Copy each line below containing "mouth".

——

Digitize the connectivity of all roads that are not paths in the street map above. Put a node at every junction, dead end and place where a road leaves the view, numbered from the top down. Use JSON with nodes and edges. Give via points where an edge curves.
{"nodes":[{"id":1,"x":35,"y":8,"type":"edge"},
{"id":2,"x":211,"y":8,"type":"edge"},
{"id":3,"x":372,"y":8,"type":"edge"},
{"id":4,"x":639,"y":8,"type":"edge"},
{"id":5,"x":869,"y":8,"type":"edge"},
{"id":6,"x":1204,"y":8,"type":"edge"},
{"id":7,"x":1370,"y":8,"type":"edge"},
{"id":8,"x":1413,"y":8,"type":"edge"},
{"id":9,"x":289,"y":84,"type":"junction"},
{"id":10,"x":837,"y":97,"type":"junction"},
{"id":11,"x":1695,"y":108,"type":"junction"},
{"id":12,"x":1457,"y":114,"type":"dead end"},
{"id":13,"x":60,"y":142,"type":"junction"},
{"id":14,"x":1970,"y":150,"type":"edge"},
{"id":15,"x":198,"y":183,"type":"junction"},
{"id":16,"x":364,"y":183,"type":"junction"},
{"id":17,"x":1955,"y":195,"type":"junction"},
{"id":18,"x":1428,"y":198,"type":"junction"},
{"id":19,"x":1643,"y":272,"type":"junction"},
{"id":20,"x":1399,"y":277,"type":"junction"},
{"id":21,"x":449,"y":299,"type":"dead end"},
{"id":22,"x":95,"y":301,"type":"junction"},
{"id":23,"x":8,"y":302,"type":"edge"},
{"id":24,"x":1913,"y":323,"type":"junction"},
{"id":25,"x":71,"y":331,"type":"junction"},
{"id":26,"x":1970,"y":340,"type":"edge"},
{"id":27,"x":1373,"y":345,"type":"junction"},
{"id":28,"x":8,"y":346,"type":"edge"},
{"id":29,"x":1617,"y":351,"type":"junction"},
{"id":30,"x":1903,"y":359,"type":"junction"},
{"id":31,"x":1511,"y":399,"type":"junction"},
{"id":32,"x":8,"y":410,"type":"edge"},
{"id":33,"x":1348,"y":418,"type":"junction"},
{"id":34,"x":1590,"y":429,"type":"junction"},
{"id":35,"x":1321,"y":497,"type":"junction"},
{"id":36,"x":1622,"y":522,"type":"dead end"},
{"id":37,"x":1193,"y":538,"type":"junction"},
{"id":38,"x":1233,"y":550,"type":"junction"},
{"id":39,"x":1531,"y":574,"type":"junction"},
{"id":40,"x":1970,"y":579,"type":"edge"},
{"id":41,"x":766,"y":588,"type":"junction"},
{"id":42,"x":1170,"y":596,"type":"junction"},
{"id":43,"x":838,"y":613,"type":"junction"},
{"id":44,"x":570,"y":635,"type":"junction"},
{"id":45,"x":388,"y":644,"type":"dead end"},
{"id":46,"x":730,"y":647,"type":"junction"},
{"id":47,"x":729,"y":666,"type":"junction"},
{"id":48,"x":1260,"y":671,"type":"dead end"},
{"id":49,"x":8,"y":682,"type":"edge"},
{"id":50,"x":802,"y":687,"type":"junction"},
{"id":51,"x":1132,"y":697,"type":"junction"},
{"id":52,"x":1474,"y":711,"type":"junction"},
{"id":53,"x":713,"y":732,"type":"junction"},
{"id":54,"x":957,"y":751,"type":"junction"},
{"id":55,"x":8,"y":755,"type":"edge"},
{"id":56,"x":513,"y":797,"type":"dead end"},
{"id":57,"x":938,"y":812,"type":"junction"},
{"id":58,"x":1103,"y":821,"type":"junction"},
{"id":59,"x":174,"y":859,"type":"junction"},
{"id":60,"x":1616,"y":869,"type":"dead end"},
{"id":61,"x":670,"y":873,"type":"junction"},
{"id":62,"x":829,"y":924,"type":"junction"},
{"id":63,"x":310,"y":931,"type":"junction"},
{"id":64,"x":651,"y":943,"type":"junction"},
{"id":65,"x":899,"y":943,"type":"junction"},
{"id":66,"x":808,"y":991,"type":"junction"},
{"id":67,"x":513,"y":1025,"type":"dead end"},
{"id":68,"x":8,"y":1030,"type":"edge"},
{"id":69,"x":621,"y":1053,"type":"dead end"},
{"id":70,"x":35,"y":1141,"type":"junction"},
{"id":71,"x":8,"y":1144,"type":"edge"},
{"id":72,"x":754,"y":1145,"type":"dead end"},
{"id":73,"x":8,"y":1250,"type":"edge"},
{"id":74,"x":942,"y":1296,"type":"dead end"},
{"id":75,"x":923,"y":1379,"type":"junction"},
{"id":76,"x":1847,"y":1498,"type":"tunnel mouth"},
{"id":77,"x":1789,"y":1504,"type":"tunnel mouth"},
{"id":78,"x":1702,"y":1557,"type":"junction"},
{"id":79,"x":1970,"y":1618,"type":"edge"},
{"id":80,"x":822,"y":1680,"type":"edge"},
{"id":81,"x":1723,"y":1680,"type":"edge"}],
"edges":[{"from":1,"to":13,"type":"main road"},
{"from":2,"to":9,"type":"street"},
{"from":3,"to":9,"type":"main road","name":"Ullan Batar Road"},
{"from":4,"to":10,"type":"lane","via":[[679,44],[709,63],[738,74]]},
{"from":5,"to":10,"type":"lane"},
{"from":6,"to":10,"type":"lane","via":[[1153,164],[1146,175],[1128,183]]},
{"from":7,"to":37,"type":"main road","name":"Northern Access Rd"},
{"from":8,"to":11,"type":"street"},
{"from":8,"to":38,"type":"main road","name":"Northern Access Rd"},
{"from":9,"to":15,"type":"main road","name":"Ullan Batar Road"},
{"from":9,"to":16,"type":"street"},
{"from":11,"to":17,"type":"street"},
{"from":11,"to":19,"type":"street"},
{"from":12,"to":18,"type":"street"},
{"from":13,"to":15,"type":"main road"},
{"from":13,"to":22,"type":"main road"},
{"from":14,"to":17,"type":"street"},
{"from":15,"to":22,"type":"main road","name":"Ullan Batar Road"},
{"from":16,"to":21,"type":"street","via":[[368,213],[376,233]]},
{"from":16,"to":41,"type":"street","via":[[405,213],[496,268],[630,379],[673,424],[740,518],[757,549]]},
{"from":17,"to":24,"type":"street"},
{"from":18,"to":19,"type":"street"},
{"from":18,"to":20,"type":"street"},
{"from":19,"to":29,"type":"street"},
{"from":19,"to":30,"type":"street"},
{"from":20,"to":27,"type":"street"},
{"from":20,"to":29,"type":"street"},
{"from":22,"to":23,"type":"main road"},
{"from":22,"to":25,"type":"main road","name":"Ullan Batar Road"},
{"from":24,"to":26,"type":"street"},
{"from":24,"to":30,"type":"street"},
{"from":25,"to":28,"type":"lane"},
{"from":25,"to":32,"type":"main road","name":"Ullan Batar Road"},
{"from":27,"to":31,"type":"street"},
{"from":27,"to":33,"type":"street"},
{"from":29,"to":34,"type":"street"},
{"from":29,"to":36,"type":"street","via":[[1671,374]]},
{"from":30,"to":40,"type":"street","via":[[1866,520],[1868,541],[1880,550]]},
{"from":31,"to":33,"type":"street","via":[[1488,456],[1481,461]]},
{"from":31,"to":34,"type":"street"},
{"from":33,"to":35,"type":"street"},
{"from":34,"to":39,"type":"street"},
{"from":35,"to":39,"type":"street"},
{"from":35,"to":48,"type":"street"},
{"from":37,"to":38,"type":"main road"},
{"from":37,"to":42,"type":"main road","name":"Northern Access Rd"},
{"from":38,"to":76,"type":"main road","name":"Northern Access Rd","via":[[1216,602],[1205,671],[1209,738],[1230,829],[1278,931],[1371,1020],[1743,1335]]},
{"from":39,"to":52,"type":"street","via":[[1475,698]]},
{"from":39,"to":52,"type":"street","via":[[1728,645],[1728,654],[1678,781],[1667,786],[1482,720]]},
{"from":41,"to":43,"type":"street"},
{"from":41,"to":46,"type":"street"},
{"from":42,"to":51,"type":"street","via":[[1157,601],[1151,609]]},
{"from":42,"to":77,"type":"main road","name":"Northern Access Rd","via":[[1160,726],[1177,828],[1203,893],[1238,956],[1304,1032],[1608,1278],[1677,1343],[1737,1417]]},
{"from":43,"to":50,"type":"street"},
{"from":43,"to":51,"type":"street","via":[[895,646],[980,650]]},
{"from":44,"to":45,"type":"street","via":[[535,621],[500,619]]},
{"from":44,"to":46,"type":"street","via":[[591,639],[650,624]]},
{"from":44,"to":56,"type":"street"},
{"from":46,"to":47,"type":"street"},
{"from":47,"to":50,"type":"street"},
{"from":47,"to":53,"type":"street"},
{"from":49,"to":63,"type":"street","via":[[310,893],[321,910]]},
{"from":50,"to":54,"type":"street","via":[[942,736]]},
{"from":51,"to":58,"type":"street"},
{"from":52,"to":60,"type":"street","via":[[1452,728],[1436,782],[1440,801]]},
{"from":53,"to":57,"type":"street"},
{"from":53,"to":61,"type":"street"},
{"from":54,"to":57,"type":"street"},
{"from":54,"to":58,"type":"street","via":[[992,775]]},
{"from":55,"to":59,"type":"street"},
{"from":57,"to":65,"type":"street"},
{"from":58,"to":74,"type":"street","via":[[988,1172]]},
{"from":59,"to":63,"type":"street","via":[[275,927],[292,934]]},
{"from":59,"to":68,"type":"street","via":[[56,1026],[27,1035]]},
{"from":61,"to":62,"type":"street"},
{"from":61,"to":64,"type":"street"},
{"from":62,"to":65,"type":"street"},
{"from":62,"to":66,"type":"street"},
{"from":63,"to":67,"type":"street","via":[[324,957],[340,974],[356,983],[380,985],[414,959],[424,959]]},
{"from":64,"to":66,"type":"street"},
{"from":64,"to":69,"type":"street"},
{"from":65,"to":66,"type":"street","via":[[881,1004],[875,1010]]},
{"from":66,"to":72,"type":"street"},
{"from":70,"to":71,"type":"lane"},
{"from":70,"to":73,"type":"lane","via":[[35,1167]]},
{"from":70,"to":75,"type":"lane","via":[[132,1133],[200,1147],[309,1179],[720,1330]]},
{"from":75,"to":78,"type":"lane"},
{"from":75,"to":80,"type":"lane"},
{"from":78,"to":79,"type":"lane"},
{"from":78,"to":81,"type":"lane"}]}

——

- Output of the exercise -
{"id":76,"x":1847,"y":1498,"type":"tunnel mouth"},
{"id":77,"x":1789,"y":1504,"type":"tunnel mouth"},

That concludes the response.